ACÓRDÃO DO TRIBUNAL DA FUNÇÃO PÚBLICA DA UNIÃO EUROPEIA

(Terceira Secção)

13 de junho de 2012

Processo F‑63/11

Macchia Luigi

contra

Comissão Europeia

«Função pública ― Agentes temporários ― Não renovação de um contrato por tempo determinado ― Poder de apreciação da administração ― Dever de solicitude ― Artigo 8.° do ROA ― Artigo 4.° da decisão do diretor‑geral do OLAF, de 30 de junho de 2005, relativa à nova política em matéria de contratação e de emprego do pessoal temporário do OLAF ― Duração máxima dos contratos de agente temporário»

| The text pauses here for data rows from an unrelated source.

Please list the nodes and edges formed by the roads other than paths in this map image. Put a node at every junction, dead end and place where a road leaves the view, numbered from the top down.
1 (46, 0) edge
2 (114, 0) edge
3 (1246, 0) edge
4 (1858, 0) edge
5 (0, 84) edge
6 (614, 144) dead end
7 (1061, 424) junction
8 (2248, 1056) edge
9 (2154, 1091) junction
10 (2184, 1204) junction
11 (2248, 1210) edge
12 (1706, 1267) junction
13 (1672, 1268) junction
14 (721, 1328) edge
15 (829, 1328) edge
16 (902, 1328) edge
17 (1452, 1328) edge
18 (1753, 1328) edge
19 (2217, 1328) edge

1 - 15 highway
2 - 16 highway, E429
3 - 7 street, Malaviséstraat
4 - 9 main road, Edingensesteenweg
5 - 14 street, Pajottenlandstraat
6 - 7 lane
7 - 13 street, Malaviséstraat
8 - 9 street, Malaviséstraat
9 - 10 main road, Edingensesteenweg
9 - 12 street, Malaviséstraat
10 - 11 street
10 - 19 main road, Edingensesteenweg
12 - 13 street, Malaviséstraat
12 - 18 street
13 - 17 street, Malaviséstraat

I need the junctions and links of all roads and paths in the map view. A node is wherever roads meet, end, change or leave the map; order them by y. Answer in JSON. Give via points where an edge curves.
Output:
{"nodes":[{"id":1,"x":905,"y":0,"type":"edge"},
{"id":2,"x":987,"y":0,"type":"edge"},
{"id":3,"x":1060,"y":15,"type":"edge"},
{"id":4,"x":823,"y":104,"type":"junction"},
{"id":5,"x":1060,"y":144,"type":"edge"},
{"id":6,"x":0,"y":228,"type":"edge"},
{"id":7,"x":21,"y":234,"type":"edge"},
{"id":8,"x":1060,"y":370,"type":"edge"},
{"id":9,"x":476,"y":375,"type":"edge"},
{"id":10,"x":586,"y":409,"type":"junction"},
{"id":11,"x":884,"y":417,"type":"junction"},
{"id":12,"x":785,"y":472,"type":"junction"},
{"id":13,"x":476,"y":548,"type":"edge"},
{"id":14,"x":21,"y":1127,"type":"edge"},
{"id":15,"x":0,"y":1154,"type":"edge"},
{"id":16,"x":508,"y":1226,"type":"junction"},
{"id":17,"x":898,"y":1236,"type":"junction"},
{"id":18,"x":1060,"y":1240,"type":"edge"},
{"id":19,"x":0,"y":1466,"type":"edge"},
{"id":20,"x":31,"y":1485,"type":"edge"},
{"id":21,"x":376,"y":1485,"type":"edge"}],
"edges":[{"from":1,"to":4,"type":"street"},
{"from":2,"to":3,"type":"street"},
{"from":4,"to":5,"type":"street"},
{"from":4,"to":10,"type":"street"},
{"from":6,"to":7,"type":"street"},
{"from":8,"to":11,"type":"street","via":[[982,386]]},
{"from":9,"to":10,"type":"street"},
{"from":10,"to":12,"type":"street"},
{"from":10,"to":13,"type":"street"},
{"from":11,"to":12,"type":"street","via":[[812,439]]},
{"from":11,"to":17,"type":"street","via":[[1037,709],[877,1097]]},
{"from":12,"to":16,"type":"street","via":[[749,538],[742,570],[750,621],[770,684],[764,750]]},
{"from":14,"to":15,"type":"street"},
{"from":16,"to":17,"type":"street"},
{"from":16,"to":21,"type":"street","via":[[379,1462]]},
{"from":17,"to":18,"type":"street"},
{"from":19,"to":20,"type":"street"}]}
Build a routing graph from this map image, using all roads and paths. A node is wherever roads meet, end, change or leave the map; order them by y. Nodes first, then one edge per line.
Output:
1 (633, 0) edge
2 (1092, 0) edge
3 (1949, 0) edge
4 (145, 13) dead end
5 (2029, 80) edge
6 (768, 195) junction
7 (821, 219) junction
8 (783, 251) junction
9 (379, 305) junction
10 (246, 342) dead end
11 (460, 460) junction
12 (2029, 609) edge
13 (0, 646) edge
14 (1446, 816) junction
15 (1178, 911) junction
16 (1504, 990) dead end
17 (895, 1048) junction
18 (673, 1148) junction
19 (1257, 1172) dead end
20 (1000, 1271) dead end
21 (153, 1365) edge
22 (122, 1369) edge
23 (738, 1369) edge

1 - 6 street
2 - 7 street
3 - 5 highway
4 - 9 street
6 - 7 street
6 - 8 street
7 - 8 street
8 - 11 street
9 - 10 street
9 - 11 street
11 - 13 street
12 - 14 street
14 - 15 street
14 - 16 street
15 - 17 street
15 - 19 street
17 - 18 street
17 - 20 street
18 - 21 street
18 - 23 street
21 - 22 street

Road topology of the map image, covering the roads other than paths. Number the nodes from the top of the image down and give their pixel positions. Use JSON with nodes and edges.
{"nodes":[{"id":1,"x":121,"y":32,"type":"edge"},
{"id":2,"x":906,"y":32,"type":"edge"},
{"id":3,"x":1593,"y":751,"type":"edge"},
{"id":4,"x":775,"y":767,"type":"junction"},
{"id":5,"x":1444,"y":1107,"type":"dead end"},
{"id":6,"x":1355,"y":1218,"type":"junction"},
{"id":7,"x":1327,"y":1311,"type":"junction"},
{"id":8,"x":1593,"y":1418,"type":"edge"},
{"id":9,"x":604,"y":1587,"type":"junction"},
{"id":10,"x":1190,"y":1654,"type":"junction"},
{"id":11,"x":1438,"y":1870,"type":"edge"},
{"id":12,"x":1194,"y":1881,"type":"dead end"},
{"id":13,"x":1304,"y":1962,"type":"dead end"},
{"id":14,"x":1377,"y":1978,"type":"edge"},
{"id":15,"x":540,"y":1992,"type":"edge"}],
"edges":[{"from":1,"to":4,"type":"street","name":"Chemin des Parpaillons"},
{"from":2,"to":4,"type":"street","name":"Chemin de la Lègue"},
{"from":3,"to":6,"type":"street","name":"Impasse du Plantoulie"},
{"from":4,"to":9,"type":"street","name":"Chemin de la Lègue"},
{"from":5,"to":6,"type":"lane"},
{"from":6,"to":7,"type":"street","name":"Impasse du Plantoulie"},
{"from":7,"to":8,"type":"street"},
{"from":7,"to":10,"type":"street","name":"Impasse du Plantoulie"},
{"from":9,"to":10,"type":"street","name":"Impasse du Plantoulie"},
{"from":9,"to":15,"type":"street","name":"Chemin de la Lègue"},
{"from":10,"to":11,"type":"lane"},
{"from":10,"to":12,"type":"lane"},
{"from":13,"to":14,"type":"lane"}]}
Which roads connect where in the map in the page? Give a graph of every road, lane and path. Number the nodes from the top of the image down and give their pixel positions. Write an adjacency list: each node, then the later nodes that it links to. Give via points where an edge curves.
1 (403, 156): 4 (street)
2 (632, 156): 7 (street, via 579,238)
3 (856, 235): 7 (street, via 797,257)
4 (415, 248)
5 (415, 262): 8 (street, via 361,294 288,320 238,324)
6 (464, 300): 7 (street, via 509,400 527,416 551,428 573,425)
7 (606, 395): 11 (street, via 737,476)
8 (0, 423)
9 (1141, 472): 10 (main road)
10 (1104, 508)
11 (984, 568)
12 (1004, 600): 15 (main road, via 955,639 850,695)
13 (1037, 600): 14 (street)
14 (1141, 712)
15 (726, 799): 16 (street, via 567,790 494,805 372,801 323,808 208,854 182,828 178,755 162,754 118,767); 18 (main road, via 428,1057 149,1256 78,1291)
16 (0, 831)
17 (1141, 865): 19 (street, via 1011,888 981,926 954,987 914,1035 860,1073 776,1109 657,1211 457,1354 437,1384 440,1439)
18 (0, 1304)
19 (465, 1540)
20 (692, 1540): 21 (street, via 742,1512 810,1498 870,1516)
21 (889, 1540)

Objeto: Recurso interposto nos termos do artigo 270.° TFUE aplicável ao Tratado CEEA por força do seu artigo 106.°‑A, em que L. Macchia pede, nomeadamente, a anulação da decisão tácita do Diretor‑Geral em funções do Organismo Europeu de Luta Antifraude (OLAF), de 12 de agosto de 2010, que indefere o seu pedido de prorrogação do seu contrato de agente temporário.

Decisão: A decisão do Diretor‑Geral em funções do Organismo Europeu de Luta Antifraude (OLAF), de 12 de agosto de 2010, relativa ao indeferimento do pedido de prorrogação do contrato de agente temporário de L. Macchia, é anulada. É negado provimento ao recurso quanto ao restante. A Comissão suporta as suas próprias despesas e é condenada a suportar as despesas efetuadas pelo recorrente.

Sumário

1.      Funcionários ― Recurso de uma decisão tácita de indeferimento de um pedido ― Fundamento relativo à falta de fundamentação ― Tomada em consideração da fundamentação que figura na decisão de indeferimento da reclamação

(Estatuto dos Funcionários, artigos 90.° e 91.°; Regime Aplicável aos Outros Agentes, artigo 46.°)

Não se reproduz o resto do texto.